Le président Nicolas Sarkozy a fait un geste envers les enseignants, en annonçant ce lundi l « abrogation totale des décrets Robien » aux syndicats qu’il recevait en table ronde et qui se sont dits « satisfaits », alors que la disparition de ces décrets était devenue un « préalable » à toute discussion.
Cette réunion inédite à laquelle participaient le Premier ministre, François Fillon, et le ministre de l’Education, Xavier Darcos, visait, selon l’Elysée, à marquer l’importance que le président accorde à « l’amélioration du système éducatif, dont il fait une de ses grandes priorités ».
« Nous sommes satisfaits car les décrets ont empoisonné la vie des enseignants », a déclaré Patrick Gonthier, secrétaire général de l’Unsa-Education dans la cour de l’Elysée.
« On a été entendu, c’est positif », a commenté Gérard Aschieri, secrétaire général de la FSU, première fédération de l’Education.

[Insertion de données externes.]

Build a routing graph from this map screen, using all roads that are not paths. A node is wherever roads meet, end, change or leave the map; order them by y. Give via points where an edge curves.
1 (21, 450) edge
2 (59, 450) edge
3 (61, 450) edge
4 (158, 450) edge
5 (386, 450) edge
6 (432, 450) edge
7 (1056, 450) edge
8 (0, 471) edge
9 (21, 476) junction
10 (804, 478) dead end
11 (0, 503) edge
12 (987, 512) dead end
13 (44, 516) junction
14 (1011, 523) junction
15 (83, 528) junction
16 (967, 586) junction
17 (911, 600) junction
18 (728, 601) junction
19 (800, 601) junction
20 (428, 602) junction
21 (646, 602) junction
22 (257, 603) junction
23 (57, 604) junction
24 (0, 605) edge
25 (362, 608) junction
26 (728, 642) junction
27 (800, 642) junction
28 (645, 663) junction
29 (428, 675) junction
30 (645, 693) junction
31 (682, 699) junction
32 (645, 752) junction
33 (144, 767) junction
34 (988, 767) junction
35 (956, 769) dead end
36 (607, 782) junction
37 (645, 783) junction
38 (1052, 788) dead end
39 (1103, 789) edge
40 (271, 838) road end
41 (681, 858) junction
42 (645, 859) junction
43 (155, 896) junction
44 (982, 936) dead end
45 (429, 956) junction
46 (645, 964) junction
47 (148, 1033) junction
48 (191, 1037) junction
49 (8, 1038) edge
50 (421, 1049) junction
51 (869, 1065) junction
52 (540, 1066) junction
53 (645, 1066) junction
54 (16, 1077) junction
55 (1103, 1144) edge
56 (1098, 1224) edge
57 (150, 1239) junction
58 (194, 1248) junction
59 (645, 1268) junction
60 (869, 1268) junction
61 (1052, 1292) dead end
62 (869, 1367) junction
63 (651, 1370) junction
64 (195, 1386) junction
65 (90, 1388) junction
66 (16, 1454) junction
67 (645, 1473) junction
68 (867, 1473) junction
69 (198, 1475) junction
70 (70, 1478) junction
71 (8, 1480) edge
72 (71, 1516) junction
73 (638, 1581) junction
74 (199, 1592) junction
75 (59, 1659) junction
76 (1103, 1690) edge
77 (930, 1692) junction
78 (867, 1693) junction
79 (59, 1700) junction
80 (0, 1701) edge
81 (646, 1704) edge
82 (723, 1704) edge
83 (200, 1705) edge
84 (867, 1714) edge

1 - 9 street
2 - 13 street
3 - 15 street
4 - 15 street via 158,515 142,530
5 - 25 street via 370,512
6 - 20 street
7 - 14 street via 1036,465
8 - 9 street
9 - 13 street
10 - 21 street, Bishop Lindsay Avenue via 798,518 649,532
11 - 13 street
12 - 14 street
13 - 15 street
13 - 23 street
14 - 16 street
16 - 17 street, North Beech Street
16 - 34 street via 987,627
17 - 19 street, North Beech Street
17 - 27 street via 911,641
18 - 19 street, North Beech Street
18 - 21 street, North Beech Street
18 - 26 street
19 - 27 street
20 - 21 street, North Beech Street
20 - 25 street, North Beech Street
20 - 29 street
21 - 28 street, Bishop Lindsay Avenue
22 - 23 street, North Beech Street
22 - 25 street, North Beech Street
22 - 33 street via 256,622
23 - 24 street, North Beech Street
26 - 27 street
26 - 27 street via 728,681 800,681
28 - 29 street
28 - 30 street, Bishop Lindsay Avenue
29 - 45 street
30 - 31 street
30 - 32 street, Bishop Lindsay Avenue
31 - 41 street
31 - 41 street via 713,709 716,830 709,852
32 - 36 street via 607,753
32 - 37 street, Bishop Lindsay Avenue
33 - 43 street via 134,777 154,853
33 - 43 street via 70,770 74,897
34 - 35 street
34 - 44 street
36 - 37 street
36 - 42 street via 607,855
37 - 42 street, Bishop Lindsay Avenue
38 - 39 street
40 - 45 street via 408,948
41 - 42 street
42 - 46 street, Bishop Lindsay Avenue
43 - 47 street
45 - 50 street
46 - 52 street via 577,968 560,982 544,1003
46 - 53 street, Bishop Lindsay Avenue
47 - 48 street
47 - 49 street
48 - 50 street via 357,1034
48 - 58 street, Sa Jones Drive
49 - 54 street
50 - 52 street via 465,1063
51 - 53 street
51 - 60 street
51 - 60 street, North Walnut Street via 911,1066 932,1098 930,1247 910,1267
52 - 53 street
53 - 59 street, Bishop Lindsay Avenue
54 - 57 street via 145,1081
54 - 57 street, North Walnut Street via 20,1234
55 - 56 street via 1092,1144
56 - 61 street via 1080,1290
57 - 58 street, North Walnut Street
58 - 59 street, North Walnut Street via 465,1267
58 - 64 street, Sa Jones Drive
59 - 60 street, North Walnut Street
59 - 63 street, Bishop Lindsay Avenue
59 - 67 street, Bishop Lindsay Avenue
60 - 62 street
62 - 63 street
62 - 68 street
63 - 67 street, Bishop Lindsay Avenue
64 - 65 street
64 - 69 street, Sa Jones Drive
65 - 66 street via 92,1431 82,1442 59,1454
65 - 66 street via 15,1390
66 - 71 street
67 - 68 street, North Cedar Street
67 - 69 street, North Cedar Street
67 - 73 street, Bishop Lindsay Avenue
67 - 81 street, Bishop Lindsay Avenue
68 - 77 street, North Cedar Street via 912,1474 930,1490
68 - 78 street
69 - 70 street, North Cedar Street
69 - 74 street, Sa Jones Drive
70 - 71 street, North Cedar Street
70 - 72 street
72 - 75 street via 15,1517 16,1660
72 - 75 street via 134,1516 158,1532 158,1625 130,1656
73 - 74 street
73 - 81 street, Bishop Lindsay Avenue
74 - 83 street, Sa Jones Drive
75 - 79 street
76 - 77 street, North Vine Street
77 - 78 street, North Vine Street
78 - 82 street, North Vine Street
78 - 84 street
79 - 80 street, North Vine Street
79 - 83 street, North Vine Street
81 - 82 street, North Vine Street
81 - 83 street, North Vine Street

« Le président de la république a confié à Xavier Darcos le soin de mener des débats de longue haleine sur le métier enseignant », a-t-il ajouté.
« L’abrogation des décrets était un préalable à la négociation sur le travail enseignant », a rappelé Patrik Gonthier.
En revanche, les 3.058 postes supprimés par le biais des décrets ne seront pas restaurés : les heures équivalentes seront compensées en heures supplémentaires.
« On nous a rappelé les « contraintes budgétaires », la promesse de « remplacement d’un fonctionnaire sur deux » et le fait qu’il n’est pas possible d’améliorer la fonction enseignante » sans limiter le nombre d’enseignants, a regretté Thierry Cadart, secrétaire général du Sgen-CFDT.
Nicolas Sarkozy a par ailleurs assuré aux syndicats le renouvellement de 34.400 « emplois vie scolaire » sur 42.400.
Créés en 2005, ces emplois sous-qualifiés seront intégralement maintenus pour l’assistance aux élèves handicapés (7.700) et l’aide administrative aux directeurs d’école (18.700), selon l’Elysée.